This declaration did not stop with the assertion of the right of property in custom-houses, forts, and arsenals; it announced a purpose to collect the revenues, to keep open the courts, to maintain the post-offices within the limits, and to carry the mails and transport troops and munitions of war over the territory of every State of the Union. It was an assertion of jurisdiction, with an assertion of all the powers incident to jurisdiction. Resistance on the part of any State to the exercise of that jurisdiction would be insurrection or revolution. Mr. Lincoln put the responsibility upon the disaffected States. He well knew, however, that they must either abandon the scheme of secession, or resist the jurisdiction of the United States. Indeed, South Carolina and other States had already asserted exclusive jurisdiction by seizing custom-houses and forts, and substituting State flags for the flag of the United States.

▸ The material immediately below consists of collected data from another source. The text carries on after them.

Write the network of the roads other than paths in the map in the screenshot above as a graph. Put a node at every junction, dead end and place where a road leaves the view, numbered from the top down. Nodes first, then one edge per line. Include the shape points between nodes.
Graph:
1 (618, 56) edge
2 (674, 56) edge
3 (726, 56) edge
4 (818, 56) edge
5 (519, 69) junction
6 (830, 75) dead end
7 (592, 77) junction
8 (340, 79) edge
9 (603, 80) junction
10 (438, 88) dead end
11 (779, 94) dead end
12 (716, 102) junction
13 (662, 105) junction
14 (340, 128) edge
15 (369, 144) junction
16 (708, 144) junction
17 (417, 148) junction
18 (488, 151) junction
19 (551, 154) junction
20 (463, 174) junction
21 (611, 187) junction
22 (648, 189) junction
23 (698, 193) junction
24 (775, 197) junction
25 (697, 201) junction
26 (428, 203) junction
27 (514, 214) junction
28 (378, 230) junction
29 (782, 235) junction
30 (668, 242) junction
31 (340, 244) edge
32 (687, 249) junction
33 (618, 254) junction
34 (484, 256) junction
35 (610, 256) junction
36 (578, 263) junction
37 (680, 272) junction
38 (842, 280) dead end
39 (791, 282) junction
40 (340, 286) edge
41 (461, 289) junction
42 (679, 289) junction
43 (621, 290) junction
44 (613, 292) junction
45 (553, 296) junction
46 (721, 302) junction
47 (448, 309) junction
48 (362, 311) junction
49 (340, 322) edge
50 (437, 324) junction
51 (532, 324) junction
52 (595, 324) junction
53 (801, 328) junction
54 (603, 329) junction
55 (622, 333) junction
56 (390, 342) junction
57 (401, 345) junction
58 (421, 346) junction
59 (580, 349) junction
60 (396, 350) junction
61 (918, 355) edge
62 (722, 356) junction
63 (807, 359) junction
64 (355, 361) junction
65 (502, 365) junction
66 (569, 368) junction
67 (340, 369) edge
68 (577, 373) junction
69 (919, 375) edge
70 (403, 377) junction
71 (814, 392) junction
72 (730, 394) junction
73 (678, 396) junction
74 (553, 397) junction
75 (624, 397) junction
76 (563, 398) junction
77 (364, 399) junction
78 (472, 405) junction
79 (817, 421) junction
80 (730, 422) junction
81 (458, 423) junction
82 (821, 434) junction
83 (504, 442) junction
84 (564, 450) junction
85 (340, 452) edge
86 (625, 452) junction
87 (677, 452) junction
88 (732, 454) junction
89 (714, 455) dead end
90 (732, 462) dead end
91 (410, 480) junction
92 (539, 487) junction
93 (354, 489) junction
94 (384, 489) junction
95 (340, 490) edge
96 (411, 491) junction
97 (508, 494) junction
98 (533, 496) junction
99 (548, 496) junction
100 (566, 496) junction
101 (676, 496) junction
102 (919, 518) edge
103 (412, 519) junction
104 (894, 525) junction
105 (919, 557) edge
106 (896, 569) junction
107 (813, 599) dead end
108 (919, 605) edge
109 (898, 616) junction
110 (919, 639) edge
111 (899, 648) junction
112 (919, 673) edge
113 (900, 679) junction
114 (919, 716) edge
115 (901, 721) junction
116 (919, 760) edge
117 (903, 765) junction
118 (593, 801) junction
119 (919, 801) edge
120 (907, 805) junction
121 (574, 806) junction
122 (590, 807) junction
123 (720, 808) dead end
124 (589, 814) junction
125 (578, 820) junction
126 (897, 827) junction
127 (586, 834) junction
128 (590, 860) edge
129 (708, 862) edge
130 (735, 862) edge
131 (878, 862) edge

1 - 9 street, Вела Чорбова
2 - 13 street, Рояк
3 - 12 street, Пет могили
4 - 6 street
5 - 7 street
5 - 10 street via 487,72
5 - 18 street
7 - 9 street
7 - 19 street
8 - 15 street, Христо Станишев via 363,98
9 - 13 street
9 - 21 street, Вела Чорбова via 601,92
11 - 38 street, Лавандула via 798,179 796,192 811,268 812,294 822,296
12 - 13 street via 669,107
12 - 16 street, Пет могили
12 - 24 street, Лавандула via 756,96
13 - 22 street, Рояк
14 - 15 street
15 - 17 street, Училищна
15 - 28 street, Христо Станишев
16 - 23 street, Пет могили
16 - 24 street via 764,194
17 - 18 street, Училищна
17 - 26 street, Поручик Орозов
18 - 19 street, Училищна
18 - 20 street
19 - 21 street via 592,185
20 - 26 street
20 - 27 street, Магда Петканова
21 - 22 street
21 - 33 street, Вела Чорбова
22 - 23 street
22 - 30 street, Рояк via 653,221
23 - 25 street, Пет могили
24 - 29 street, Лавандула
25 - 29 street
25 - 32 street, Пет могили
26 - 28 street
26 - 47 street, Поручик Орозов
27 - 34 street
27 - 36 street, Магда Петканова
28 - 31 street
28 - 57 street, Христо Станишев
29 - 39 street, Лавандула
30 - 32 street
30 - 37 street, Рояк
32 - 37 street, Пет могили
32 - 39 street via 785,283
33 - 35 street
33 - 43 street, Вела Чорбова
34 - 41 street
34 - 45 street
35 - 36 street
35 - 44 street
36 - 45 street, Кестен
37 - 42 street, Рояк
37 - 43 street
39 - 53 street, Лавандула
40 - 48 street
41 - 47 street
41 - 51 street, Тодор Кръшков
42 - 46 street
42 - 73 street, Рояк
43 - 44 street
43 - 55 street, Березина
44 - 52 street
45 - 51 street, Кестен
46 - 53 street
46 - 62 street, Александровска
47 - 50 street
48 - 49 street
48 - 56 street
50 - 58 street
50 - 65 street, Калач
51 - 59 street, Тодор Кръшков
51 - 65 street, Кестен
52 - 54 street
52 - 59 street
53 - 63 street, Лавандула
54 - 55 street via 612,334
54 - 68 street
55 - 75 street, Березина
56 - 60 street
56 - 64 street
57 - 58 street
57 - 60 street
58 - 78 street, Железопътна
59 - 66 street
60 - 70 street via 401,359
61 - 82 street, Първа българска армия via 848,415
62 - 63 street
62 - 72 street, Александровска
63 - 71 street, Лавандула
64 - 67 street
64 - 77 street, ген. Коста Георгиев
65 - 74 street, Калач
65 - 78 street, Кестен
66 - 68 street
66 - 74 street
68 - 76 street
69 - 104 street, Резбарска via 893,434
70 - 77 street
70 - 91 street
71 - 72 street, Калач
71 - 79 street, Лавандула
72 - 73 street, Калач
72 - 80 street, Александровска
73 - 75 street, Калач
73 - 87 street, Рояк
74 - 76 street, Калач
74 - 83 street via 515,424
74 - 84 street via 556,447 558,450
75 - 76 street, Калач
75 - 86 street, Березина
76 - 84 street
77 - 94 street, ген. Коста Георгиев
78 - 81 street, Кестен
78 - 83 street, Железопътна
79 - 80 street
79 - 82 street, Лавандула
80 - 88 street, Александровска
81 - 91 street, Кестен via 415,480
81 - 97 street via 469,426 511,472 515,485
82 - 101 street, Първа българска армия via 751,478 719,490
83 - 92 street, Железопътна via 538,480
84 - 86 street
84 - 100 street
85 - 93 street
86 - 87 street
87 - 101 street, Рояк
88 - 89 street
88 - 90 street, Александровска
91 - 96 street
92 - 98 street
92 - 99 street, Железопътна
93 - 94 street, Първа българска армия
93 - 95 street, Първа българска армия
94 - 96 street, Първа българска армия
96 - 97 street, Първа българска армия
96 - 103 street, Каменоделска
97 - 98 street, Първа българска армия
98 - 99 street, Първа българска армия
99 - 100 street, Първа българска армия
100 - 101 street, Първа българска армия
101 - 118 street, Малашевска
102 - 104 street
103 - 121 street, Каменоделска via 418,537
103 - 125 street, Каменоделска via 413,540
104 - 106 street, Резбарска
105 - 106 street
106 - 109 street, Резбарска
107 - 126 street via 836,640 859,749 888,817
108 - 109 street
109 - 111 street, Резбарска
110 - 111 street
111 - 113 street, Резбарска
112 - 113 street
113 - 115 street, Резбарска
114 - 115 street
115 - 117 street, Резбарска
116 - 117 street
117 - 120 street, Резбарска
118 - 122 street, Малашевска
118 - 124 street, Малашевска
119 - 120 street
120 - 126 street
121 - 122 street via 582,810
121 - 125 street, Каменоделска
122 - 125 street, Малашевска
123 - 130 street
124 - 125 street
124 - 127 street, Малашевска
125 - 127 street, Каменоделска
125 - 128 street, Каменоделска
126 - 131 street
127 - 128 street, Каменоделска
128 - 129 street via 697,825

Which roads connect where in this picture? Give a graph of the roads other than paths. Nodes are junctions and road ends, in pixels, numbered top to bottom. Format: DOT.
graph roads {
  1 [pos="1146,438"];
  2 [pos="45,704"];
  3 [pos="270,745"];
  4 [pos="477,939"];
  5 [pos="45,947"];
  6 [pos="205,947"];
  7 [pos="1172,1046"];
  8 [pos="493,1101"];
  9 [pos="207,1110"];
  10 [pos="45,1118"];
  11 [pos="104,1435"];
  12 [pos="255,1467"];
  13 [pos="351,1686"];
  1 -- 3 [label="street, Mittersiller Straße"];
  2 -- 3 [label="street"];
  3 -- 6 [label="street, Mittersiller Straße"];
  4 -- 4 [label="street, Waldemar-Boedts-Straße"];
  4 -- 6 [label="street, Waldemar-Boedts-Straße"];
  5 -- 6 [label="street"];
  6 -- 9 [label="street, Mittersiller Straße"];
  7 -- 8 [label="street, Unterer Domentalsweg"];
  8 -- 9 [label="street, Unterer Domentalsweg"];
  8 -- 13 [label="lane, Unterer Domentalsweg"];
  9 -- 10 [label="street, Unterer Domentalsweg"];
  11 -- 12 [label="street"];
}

Under the lead of Mr. Buchanan it was impossible to re-establish the Union, as it had been impossible for him to preserve it. On the other hand, Mr. Lincoln did not admit that in a legal view the Union had been destroyed, and he announced his purpose to preserve it. He did not admit the right of secession, and he claimed that the so-called ordinances of secession were null and void.

Under a Democratic administration, and by the consent of its head, the Union was destroyed in fact if not in law. Under a Republican administration the Union was re-established in fact, as it existed in contemplation of law.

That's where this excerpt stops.